Top of Supplied entries

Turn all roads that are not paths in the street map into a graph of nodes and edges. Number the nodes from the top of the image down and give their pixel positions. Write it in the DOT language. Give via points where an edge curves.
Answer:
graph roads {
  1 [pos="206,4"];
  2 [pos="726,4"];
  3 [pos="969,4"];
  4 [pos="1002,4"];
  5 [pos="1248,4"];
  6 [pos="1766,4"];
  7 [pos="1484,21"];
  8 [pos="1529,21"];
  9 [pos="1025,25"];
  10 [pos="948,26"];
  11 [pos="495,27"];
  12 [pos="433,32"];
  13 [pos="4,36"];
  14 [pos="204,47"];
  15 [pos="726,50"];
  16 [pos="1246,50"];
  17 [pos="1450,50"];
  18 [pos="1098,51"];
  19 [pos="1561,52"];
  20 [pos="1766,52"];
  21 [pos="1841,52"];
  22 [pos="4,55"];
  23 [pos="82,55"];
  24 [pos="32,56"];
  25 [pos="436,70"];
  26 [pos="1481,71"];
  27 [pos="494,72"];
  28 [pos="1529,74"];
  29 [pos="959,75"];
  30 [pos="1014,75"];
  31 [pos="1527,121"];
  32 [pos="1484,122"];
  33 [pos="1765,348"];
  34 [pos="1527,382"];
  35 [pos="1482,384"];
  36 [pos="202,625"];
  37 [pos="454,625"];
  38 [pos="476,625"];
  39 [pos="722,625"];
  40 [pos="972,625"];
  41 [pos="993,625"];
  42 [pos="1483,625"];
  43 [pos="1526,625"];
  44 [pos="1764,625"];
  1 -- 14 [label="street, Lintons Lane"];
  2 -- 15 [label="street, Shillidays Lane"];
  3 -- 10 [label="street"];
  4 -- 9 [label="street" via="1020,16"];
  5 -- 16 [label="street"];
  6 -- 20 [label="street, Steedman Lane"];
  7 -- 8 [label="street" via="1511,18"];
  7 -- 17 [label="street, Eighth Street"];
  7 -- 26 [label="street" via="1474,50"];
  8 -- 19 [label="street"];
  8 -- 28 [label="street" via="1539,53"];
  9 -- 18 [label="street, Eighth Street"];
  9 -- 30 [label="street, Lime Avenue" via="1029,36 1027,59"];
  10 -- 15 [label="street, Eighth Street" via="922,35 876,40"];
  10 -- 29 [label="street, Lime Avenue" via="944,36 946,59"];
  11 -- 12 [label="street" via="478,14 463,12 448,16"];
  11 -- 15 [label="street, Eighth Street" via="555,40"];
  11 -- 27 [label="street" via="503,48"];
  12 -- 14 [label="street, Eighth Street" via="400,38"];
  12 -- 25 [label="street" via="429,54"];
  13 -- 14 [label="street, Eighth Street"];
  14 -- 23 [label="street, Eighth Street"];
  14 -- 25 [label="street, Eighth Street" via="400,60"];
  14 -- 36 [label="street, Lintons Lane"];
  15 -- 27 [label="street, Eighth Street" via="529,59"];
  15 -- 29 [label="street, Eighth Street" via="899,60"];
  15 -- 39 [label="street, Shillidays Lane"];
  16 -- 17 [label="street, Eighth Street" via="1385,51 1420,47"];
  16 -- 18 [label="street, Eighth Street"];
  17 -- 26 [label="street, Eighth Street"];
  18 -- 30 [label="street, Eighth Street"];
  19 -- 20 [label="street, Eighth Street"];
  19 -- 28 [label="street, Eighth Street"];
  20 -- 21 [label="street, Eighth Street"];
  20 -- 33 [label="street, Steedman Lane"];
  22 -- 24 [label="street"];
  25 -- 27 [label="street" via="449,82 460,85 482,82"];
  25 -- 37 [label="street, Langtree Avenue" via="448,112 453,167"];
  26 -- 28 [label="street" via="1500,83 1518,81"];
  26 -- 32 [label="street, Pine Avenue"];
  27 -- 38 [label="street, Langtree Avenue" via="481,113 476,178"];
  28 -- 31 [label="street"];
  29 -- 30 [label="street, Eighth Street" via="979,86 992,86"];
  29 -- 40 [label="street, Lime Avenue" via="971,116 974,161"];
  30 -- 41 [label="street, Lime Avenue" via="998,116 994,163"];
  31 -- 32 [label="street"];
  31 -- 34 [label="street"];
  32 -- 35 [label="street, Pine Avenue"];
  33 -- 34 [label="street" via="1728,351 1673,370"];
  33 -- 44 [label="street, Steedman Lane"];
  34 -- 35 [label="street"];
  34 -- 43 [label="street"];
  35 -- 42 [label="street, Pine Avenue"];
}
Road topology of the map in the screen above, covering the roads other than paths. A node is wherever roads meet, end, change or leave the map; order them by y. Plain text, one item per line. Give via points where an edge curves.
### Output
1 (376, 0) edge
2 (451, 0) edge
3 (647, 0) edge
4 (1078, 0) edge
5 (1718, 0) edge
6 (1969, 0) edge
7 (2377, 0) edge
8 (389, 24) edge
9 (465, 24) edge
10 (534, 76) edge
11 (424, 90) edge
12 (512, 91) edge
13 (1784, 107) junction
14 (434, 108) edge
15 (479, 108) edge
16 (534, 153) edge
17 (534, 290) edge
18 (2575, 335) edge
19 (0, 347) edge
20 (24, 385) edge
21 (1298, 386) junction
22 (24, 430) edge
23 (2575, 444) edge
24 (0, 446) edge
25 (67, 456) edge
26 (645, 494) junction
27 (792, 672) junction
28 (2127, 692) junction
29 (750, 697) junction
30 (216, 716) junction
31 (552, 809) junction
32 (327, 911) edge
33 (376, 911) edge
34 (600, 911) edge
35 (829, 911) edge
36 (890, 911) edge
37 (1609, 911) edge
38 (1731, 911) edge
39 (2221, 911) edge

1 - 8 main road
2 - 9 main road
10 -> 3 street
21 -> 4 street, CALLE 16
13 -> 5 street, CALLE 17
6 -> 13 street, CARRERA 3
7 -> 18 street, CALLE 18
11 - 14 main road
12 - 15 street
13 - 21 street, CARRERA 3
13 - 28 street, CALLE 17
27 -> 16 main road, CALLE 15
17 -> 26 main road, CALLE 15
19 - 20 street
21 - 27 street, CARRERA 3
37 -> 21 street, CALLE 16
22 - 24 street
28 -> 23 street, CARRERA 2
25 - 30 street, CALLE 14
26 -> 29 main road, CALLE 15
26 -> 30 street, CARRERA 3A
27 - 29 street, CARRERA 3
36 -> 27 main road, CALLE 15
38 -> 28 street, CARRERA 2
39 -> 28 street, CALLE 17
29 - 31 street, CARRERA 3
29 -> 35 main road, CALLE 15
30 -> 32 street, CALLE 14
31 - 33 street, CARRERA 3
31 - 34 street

Bottom of Supplied entries

The task: Exact output of every entry is required.

Result of this task:
Turn all roads that are not paths in the street map into a graph of nodes and edges. Number the nodes from the top of the image down and give their pixel positions. Write it in the DOT language. Give via points where an edge curves.
Answer:
graph roads {
  1 [pos="206,4"];
  2 [pos="726,4"];
  3 [pos="969,4"];
  4 [pos="1002,4"];
  5 [pos="1248,4"];
  6 [pos="1766,4"];
  7 [pos="1484,21"];
  8 [pos="1529,21"];
  9 [pos="1025,25"];
  10 [pos="948,26"];
  11 [pos="495,27"];
  12 [pos="433,32"];
  13 [pos="4,36"];
  14 [pos="204,47"];
  15 [pos="726,50"];
  16 [pos="1246,50"];
  17 [pos="1450,50"];
  18 [pos="1098,51"];
  19 [pos="1561,52"];
  20 [pos="1766,52"];
  21 [pos="1841,52"];
  22 [pos="4,55"];
  23 [pos="82,55"];
  24 [pos="32,56"];
  25 [pos="436,70"];
  26 [pos="1481,71"];
  27 [pos="494,72"];
  28 [pos="1529,74"];
  29 [pos="959,75"];
  30 [pos="1014,75"];
  31 [pos="1527,121"];
  32 [pos="1484,122"];
  33 [pos="1765,348"];
  34 [pos="1527,382"];
  35 [pos="1482,384"];
  36 [pos="202,625"];
  37 [pos="454,625"];
  38 [pos="476,625"];
  39 [pos="722,625"];
  40 [pos="972,625"];
  41 [pos="993,625"];
  42 [pos="1483,625"];
  43 [pos="1526,625"];
  44 [pos="1764,625"];
  1 -- 14 [label="street, Lintons Lane"];
  2 -- 15 [label="street, Shillidays Lane"];
  3 -- 10 [label="street"];
  4 -- 9 [label="street" via="1020,16"];
  5 -- 16 [label="street"];
  6 -- 20 [label="street, Steedman Lane"];
  7 -- 8 [label="street" via="1511,18"];
  7 -- 17 [label="street, Eighth Street"];
  7 -- 26 [label="street" via="1474,50"];
  8 -- 19 [label="street"];
  8 -- 28 [label="street" via="1539,53"];
  9 -- 18 [label="street, Eighth Street"];
  9 -- 30 [label="street, Lime Avenue" via="1029,36 1027,59"];
  10 -- 15 [label="street, Eighth Street" via="922,35 876,40"];
  10 -- 29 [label="street, Lime Avenue" via="944,36 946,59"];
  11 -- 12 [label="street" via="478,14 463,12 448,16"];
  11 -- 15 [label="street, Eighth Street" via="555,40"];
  11 -- 27 [label="street" via="503,48"];
  12 -- 14 [label="street, Eighth Street" via="400,38"];
  12 -- 25 [label="street" via="429,54"];
  13 -- 14 [label="street, Eighth Street"];
  14 -- 23 [label="street, Eighth Street"];
  14 -- 25 [label="street, Eighth Street" via="400,60"];
  14 -- 36 [label="street, Lintons Lane"];
  15 -- 27 [label="street, Eighth Street" via="529,59"];
  15 -- 29 [label="street, Eighth Street" via="899,60"];
  15 -- 39 [label="street, Shillidays Lane"];
  16 -- 17 [label="street, Eighth Street" via="1385,51 1420,47"];
  16 -- 18 [label="street, Eighth Street"];
  17 -- 26 [label="street, Eighth Street"];
  18 -- 30 [label="street, Eighth Street"];
  19 -- 20 [label="street, Eighth Street"];
  19 -- 28 [label="street, Eighth Street"];
  20 -- 21 [label="street, Eighth Street"];
  20 -- 33 [label="street, Steedman Lane"];
  22 -- 24 [label="street"];
  25 -- 27 [label="street" via="449,82 460,85 482,82"];
  25 -- 37 [label="street, Langtree Avenue" via="448,112 453,167"];
  26 -- 28 [label="street" via="1500,83 1518,81"];
  26 -- 32 [label="street, Pine Avenue"];
  27 -- 38 [label="street, Langtree Avenue" via="481,113 476,178"];
  28 -- 31 [label="street"];
  29 -- 30 [label="street, Eighth Street" via="979,86 992,86"];
  29 -- 40 [label="street, Lime Avenue" via="971,116 974,161"];
  30 -- 41 [label="street, Lime Avenue" via="998,116 994,163"];
  31 -- 32 [label="street"];
  31 -- 34 [label="street"];
  32 -- 35 [label="street, Pine Avenue"];
  33 -- 34 [label="street" via="1728,351 1673,370"];
  33 -- 44 [label="street, Steedman Lane"];
  34 -- 35 [label="street"];
  34 -- 43 [label="street"];
  35 -- 42 [label="street, Pine Avenue"];
}
Road topology of the map in the screen above, covering the roads other than paths. A node is wherever roads meet, end, change or leave the map; order them by y. Plain text, one item per line. Give via points where an edge curves.
### Output
1 (376, 0) edge
2 (451, 0) edge
3 (647, 0) edge
4 (1078, 0) edge
5 (1718, 0) edge
6 (1969, 0) edge
7 (2377, 0) edge
8 (389, 24) edge
9 (465, 24) edge
10 (534, 76) edge
11 (424, 90) edge
12 (512, 91) edge
13 (1784, 107) junction
14 (434, 108) edge
15 (479, 108) edge
16 (534, 153) edge
17 (534, 290) edge
18 (2575, 335) edge
19 (0, 347) edge
20 (24, 385) edge
21 (1298, 386) junction
22 (24, 430) edge
23 (2575, 444) edge
24 (0, 446) edge
25 (67, 456) edge
26 (645, 494) junction
27 (792, 672) junction
28 (2127, 692) junction
29 (750, 697) junction
30 (216, 716) junction
31 (552, 809) junction
32 (327, 911) edge
33 (376, 911) edge
34 (600, 911) edge
35 (829, 911) edge
36 (890, 911) edge
37 (1609, 911) edge
38 (1731, 911) edge
39 (2221, 911) edge

1 - 8 main road
2 - 9 main road
10 -> 3 street
21 -> 4 street, CALLE 16
13 -> 5 street, CALLE 17
6 -> 13 street, CARRERA 3
7 -> 18 street, CALLE 18
11 - 14 main road
12 - 15 street
13 - 21 street, CARRERA 3
13 - 28 street, CALLE 17
27 -> 16 main road, CALLE 15
17 -> 26 main road, CALLE 15
19 - 20 street
21 - 27 street, CARRERA 3
37 -> 21 street, CALLE 16
22 - 24 street
28 -> 23 street, CARRERA 2
25 - 30 street, CALLE 14
26 -> 29 main road, CALLE 15
26 -> 30 street, CARRERA 3A
27 - 29 street, CARRERA 3
36 -> 27 main road, CALLE 15
38 -> 28 street, CARRERA 2
39 -> 28 street, CALLE 17
29 - 31 street, CARRERA 3
29 -> 35 main road, CALLE 15
30 -> 32 street, CALLE 14
31 - 33 street, CARRERA 3
31 - 34 street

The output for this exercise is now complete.